タカオが探知できていなくて、403に探知できている反応。
401の重力子機関が限界まで唸りを上げているかのような、何かの前触れを予感させるような反応。
それを403
『なんだ……あれは?』
瞬間、タカオの呟きをかき消すかのように、
あっという間の出来事だった。
401の雷撃に対して迎撃能力を最大限に発揮できるよう、艦の右側面を晒していたタカオの船体が、割れる海面に巻き込まれ、いや、捉えられ。
その割れてきた海面の先に居るのは、艦首の大部分を上下に変形させたイ401。
その内部からは迫り出すように巨大な円形タービンのような装置が展開していく。
そして、403もタカオもそれには見覚えがあった。
「画像からの解析結果。対象物を大戦艦クラスの艦首超重力砲と確認」
『超重力砲……巡航潜水艦風情が、そんなものをどうしてっ……!?』
超重力砲。
霧の艦船に搭載された機関から生成されるタナトニウム。そこから放出される重力子を用いた空間浸食兵装。

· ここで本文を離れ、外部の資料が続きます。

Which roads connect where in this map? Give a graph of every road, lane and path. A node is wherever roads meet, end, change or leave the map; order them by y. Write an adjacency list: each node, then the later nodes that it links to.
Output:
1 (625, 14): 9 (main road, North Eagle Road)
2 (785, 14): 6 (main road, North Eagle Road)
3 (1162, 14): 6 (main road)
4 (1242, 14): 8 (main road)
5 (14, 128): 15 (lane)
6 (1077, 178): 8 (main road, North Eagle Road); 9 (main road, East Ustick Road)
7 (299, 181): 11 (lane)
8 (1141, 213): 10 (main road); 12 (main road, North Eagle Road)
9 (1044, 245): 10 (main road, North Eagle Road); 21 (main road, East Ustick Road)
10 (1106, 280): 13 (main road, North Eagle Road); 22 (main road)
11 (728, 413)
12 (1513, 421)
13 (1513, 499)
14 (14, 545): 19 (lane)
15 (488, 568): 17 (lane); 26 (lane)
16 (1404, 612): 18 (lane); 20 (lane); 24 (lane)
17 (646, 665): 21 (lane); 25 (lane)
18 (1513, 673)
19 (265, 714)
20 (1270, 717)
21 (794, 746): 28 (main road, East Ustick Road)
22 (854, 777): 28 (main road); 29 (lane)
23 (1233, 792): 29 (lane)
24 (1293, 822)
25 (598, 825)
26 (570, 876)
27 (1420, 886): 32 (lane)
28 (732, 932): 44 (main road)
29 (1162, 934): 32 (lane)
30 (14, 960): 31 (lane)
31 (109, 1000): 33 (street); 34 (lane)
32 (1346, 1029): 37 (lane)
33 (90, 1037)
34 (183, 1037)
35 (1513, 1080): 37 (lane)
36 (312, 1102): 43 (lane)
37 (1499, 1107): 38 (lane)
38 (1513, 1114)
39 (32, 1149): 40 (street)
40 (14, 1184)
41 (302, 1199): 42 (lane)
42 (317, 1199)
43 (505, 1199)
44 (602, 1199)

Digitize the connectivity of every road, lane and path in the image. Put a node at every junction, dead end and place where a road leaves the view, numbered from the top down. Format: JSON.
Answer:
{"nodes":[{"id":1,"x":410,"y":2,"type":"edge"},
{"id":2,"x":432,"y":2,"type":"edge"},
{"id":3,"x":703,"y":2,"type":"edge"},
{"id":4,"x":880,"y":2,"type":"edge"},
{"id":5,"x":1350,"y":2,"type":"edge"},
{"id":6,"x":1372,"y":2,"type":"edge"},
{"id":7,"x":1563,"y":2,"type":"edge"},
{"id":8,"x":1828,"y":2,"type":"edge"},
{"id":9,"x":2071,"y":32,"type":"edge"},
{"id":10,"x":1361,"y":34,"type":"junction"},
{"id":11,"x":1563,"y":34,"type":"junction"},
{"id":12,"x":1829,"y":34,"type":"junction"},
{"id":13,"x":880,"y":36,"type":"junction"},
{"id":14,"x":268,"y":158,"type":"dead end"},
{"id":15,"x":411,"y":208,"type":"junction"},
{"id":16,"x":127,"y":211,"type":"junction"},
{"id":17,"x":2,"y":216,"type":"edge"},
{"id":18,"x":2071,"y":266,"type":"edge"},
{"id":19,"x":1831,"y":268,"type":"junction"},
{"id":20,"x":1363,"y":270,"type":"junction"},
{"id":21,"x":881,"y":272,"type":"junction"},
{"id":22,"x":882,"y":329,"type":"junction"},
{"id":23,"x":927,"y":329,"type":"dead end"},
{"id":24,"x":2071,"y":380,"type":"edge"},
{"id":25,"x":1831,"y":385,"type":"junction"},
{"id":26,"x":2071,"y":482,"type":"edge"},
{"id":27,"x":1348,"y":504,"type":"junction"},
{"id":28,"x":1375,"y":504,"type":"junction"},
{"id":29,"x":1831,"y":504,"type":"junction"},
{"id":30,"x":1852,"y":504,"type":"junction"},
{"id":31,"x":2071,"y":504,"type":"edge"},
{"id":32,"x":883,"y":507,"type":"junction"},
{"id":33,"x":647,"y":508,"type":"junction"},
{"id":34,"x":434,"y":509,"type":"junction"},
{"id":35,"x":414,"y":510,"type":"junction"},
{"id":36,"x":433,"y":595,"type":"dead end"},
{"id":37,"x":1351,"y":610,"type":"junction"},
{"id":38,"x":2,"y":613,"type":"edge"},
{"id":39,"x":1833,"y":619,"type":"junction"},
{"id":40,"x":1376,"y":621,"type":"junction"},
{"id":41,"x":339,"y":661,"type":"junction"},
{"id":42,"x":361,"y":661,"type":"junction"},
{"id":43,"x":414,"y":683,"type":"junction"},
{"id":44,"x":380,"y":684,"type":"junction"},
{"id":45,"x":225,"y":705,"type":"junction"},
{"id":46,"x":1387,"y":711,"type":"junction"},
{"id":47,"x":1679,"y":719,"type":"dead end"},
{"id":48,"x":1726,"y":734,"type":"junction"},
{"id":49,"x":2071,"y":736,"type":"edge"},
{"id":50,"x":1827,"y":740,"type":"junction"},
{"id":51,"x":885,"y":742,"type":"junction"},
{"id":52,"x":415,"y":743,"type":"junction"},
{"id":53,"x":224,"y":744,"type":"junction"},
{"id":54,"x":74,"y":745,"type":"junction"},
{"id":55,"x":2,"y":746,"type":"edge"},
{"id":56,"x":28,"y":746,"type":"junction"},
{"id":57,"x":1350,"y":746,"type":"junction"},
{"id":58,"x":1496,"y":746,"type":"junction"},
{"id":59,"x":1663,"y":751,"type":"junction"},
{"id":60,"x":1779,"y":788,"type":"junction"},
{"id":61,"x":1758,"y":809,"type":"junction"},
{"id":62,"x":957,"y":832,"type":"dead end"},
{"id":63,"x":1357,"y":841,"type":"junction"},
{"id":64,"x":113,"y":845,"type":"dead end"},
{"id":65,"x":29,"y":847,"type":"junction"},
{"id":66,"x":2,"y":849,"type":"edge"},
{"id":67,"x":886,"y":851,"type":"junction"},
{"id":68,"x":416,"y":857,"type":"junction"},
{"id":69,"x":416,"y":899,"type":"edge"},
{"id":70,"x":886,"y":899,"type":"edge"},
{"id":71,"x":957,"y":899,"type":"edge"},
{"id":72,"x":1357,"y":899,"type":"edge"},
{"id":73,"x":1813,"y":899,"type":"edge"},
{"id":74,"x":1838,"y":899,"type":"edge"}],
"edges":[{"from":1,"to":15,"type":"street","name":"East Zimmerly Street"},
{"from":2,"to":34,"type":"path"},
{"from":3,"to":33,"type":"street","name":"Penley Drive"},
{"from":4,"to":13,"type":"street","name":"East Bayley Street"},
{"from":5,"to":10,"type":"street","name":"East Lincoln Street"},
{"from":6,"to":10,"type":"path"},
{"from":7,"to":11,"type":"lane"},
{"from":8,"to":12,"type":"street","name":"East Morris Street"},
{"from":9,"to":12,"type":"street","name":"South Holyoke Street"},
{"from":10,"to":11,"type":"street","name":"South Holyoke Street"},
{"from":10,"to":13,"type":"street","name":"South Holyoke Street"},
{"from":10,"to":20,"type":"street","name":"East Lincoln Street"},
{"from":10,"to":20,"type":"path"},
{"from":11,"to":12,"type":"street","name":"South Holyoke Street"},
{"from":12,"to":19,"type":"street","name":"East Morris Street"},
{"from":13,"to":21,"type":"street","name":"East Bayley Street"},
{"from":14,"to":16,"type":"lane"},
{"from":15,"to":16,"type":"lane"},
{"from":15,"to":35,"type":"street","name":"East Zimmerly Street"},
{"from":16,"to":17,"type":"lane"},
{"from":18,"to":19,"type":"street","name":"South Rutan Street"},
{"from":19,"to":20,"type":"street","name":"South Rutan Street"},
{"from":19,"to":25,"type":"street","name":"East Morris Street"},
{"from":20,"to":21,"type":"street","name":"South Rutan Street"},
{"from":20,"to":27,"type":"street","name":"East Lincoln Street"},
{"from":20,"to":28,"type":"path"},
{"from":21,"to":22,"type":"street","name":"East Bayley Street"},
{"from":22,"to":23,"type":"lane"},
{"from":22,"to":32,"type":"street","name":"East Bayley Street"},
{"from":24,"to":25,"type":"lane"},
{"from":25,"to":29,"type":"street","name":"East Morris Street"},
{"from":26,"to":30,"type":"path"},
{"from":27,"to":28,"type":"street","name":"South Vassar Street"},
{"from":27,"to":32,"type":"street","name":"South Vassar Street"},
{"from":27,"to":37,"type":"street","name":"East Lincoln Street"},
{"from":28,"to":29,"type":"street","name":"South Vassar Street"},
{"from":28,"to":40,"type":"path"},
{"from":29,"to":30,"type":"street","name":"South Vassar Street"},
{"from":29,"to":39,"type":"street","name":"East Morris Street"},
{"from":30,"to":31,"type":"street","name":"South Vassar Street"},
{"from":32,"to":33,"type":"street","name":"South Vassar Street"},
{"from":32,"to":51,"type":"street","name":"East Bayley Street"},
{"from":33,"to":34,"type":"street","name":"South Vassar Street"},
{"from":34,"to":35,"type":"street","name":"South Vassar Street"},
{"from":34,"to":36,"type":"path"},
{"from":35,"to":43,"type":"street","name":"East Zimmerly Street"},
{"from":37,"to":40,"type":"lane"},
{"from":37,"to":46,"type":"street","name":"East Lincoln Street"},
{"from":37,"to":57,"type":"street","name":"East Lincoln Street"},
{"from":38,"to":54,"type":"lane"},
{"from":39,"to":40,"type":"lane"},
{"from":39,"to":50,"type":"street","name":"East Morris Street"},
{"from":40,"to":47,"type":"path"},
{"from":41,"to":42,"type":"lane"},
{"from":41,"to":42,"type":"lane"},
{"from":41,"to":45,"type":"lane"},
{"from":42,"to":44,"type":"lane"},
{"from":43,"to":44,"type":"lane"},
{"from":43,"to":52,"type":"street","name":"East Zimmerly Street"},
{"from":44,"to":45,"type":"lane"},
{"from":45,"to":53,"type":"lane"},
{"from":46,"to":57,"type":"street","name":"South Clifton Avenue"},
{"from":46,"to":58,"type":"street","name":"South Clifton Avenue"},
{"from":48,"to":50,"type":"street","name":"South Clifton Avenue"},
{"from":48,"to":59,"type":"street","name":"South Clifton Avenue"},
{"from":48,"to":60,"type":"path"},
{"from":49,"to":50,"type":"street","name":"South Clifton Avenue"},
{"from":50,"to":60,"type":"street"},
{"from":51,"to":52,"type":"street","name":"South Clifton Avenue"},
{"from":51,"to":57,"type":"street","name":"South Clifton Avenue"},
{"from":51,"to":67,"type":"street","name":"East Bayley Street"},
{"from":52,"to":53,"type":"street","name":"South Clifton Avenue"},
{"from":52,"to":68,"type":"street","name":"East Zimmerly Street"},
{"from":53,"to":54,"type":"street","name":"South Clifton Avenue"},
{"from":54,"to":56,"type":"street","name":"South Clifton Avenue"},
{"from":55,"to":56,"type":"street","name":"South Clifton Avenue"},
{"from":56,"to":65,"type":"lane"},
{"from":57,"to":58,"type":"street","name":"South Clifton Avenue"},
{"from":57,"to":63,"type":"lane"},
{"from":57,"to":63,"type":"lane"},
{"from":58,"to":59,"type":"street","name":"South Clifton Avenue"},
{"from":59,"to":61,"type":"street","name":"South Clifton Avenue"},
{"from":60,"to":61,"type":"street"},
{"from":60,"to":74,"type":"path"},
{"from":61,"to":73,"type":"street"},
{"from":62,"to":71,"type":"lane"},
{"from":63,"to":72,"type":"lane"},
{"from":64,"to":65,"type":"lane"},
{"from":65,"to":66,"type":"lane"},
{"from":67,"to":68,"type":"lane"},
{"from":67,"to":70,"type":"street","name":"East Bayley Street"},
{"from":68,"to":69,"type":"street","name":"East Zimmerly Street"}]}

その威力と範囲は、魚雷などに搭載される浸食兵器とは桁違いの規模になる。重圧な装甲を持つ戦艦といえども直撃すればひとたまりもない。
重巡洋艦であるタカオも、下手すれば消滅してしまうだろう。
タカオが慌てて超重力砲の範囲から逃れようと全速力で離脱を開始。
同時に台風の中でも潜水艦を探知できるように、自らの補助として連れてきたイ501に離脱するよう慌てて命令しているが、時すでに遅し。
401の探知を逃れ、優秀な目と耳を潰されないように、コバンザメのようにタカオの艦低部にアームで張り付つかせていた戦術が裏目に出た。
403が観測するタカオと同期しているデータでは、501は展開した巨大な索敵ユニットを折りたたんで艦内に収納しようとしているが、401の超重力砲が発射される方が速いだろう。403の演算予測ではそういう結果が出ている。
何よりも対象を固定するロックビームが、離脱しようとする船体の動きを阻んでいた。
「コアの感情シュミレーターに微小なラグが発生。悩んでいる?」
さて、どうしたものかと思考速度を何百倍、何千倍にも加速させながら403は自らの感情の機微を無視して考える。
ここでタカオが沈むのは霧の戦力的にもマズイ。後の影響を考えると、何とかして助け出した方がヤマトもコンゴウも喜ぶはずである。
しかし、どうやって助けるべきか。
一応、方法はある。
発射シークエンスが始まり、重力子の縮退が始まった以上、溜めこんだエネルギーを発散させないと401の船体が崩壊する。
だから、401のシステムに全力でハッキングを仕掛けて、超重力砲の仰角をずらせばいいのだ。
そうすればタカオも無事だし、401も自壊する恐れを回避できる。
同時にタカオが無防備となった401を攻撃しないよう、システムに強制介入して一時的に停止させ、代わりに403が船体を操作して401から離脱させれば良い。
しかし、それを行えば403の存在を察知される恐れがある。そうなると今後の隠密行動に支障が出るから、出来れば避けたい事案だ。
「……予想外? 理解不能?」
その時、401が不可解な行動を取った。
タカオの船体に照準を定めていた超重力砲の射軸が、タカオの真下に接続されている501に向いている。
何故かは分からないが、タカオを避けて501だけを狙うつもりらしい。
「…………」
どうしようか。501を助けるべきだろうか。
あの子は潜航型観測艦に分類される艦種で、戦闘には向いていない。
いわゆる偵察に特化した潜水艦だが、この世界に突然転移してくる異邦の船の前では意味を為さないのだ。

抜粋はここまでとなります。